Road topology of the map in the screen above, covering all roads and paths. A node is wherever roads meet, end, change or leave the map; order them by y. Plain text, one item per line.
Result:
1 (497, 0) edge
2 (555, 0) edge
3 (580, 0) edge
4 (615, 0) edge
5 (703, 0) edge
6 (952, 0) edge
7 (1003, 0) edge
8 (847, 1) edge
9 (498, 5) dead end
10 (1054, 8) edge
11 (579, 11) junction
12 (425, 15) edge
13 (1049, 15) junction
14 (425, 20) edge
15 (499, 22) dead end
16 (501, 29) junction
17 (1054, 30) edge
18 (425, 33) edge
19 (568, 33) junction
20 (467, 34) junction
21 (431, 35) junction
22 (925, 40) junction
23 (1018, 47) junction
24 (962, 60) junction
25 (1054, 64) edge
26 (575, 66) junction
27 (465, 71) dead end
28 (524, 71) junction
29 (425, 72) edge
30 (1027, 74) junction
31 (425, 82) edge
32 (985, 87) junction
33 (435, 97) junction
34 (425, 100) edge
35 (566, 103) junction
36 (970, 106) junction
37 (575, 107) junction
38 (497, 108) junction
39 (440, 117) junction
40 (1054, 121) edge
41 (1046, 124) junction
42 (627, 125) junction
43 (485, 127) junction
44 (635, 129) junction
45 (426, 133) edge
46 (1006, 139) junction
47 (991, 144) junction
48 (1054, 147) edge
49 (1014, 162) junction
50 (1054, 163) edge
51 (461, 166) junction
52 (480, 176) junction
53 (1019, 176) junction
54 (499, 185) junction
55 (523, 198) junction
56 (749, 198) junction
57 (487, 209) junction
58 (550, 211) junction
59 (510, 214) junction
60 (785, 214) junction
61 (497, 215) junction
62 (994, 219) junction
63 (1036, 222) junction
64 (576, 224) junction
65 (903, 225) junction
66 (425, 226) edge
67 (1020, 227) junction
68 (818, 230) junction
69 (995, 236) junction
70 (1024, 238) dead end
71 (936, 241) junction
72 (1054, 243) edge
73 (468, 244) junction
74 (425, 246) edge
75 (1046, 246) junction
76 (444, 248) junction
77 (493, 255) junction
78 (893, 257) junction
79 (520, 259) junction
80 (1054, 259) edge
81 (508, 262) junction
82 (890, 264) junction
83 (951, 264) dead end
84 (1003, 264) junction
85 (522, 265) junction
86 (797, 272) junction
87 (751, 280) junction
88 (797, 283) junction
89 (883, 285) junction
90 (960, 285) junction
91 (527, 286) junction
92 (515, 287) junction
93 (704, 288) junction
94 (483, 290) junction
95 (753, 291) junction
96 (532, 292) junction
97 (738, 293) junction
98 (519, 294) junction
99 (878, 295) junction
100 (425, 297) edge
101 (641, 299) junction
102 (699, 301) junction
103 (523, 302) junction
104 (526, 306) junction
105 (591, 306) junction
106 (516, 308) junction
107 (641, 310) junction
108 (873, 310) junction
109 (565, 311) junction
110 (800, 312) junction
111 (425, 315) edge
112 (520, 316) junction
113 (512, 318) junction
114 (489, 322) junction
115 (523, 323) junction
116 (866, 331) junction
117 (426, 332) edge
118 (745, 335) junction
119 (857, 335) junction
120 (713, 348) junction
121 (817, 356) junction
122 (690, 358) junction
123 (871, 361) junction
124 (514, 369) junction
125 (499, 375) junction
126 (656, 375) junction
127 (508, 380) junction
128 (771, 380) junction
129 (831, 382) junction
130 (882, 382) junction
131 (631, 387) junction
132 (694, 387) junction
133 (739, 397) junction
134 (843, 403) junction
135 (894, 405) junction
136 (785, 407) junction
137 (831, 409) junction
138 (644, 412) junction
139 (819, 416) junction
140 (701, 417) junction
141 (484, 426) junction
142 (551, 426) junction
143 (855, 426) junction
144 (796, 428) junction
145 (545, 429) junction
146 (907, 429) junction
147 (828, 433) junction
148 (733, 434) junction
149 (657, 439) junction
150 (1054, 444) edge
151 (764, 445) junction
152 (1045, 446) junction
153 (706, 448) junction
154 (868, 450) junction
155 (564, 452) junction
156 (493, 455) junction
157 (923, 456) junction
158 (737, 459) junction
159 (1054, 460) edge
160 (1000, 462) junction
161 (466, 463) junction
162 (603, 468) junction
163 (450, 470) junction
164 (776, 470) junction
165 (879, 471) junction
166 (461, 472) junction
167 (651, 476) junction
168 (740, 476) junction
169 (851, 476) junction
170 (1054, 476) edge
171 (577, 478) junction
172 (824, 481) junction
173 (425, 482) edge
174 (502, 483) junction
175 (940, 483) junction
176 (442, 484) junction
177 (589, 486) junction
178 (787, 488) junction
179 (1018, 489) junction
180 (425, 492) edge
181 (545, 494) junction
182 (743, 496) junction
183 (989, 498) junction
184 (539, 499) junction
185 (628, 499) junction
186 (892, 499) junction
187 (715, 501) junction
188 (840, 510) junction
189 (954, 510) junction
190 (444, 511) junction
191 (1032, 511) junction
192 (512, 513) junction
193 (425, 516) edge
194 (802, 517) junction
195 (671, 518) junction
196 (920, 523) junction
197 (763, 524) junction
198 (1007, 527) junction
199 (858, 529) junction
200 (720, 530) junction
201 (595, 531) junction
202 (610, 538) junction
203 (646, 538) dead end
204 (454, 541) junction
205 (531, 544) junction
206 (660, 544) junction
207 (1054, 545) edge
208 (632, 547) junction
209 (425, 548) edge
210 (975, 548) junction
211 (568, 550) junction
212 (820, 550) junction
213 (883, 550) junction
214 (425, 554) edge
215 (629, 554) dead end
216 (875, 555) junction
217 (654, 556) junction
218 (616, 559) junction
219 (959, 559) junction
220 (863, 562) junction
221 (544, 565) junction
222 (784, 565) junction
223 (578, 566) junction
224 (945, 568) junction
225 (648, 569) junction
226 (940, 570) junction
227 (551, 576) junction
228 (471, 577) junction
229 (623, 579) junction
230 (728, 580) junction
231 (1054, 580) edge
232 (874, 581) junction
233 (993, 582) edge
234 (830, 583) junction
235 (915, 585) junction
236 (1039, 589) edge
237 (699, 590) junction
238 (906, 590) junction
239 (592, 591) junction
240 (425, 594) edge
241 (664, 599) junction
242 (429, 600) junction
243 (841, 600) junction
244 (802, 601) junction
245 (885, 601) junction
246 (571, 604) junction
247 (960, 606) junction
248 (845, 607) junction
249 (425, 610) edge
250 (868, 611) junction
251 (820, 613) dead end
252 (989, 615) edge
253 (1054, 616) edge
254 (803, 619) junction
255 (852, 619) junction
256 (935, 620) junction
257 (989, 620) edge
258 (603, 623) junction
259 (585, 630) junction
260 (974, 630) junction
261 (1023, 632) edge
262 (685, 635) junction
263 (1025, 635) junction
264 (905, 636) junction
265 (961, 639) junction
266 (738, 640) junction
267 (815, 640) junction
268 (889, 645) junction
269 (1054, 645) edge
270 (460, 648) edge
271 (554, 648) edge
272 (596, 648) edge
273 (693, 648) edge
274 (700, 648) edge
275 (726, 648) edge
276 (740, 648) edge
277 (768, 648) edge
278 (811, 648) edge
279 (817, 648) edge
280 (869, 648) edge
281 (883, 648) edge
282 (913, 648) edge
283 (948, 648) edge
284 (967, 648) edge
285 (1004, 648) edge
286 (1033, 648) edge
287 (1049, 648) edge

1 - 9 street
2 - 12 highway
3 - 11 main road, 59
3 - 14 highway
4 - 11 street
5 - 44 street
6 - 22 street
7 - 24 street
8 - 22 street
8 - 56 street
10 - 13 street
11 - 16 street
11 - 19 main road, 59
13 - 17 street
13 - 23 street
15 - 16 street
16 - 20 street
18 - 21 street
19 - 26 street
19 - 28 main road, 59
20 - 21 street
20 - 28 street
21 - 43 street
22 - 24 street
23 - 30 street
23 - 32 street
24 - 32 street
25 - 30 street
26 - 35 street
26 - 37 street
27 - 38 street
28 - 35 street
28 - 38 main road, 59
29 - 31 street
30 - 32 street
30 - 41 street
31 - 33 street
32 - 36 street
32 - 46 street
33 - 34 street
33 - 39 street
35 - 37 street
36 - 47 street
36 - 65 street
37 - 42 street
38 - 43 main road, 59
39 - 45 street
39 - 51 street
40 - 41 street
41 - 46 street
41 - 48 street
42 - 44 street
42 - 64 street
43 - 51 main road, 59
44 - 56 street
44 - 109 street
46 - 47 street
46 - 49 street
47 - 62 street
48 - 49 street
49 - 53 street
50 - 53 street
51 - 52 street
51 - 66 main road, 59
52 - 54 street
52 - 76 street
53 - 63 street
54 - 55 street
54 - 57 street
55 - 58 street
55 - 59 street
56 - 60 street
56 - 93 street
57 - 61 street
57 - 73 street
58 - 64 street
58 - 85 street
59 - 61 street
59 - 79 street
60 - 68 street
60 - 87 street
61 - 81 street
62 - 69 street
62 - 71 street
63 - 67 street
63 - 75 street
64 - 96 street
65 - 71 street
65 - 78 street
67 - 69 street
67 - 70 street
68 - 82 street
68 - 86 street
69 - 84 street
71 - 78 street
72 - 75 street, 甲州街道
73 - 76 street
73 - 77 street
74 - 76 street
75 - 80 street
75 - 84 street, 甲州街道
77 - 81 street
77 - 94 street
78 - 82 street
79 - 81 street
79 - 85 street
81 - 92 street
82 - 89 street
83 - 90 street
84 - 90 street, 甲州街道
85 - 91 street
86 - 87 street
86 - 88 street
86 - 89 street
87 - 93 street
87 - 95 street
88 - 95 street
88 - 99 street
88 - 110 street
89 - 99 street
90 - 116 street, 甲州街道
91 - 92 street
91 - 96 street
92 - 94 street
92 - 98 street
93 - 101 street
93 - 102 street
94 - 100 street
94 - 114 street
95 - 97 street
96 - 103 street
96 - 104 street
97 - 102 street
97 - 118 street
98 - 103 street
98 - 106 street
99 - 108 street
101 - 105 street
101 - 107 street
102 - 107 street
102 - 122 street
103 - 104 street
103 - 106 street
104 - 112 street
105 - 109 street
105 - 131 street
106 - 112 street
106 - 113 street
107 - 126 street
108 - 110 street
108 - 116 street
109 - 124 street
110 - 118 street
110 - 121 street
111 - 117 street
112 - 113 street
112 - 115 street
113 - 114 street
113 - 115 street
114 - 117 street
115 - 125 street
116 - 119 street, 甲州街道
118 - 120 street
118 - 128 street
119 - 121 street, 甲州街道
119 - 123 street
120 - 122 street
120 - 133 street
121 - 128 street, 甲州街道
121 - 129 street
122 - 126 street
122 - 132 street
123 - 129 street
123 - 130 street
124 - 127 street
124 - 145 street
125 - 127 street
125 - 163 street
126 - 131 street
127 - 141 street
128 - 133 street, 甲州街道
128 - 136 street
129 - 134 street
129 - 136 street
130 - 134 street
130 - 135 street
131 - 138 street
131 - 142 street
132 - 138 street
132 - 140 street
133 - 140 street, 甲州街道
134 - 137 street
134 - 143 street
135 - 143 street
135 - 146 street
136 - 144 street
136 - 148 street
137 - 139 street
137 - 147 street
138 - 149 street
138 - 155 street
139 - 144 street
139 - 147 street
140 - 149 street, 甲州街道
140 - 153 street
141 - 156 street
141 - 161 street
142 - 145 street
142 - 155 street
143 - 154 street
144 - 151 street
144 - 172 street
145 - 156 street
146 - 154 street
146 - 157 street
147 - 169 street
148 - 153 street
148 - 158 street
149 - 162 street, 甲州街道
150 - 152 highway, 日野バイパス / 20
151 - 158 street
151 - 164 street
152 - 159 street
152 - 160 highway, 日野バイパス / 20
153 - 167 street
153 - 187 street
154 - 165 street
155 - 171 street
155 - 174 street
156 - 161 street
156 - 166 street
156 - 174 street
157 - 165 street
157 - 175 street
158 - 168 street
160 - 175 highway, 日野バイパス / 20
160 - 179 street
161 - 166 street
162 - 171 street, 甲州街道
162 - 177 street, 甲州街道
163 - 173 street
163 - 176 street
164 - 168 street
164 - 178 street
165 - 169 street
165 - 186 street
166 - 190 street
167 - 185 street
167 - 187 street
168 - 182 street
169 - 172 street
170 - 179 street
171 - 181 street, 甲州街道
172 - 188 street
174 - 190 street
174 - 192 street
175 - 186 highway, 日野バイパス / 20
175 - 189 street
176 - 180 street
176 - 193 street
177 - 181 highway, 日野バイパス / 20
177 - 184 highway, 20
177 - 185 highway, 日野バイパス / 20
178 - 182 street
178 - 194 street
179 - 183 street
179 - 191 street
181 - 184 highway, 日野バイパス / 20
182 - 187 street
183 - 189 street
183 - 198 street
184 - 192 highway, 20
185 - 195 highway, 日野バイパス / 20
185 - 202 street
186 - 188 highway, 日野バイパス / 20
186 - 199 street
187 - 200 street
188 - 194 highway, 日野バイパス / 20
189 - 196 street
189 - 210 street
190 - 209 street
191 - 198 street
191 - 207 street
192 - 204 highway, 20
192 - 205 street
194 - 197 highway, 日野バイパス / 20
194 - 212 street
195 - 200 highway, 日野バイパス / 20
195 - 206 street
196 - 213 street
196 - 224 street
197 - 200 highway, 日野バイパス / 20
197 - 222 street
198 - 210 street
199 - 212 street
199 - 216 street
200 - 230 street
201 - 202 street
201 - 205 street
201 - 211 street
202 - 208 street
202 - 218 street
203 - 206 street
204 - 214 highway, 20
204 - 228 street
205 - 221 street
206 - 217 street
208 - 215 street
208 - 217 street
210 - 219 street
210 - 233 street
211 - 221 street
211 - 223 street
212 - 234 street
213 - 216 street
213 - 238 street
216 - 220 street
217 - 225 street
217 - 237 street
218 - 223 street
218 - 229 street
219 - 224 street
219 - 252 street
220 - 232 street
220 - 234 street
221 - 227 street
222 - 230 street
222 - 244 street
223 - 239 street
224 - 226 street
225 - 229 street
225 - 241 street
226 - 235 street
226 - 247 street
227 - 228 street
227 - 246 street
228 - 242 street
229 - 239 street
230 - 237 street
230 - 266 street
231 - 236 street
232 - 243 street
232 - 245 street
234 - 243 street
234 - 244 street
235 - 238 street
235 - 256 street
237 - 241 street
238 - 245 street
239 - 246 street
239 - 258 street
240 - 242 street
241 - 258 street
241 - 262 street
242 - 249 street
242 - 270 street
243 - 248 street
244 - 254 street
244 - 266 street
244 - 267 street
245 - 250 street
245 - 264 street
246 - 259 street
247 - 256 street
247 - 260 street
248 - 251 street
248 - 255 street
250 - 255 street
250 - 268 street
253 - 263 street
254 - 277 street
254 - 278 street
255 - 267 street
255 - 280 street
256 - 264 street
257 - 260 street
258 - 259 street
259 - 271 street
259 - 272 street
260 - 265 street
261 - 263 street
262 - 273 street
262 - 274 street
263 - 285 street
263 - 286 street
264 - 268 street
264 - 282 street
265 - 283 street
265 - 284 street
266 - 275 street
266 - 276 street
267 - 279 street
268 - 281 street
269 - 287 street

◇ ◇ ◇ ◇

▸ **TASK DIRECTIONS**
The answer is each line from the entries above in which the word "dead" occurs.

▸ **ANSWER**
9 (498, 5) dead end
15 (499, 22) dead end
27 (465, 71) dead end
70 (1024, 238) dead end
83 (951, 264) dead end
203 (646, 538) dead end
215 (629, 554) dead end
251 (820, 613) dead end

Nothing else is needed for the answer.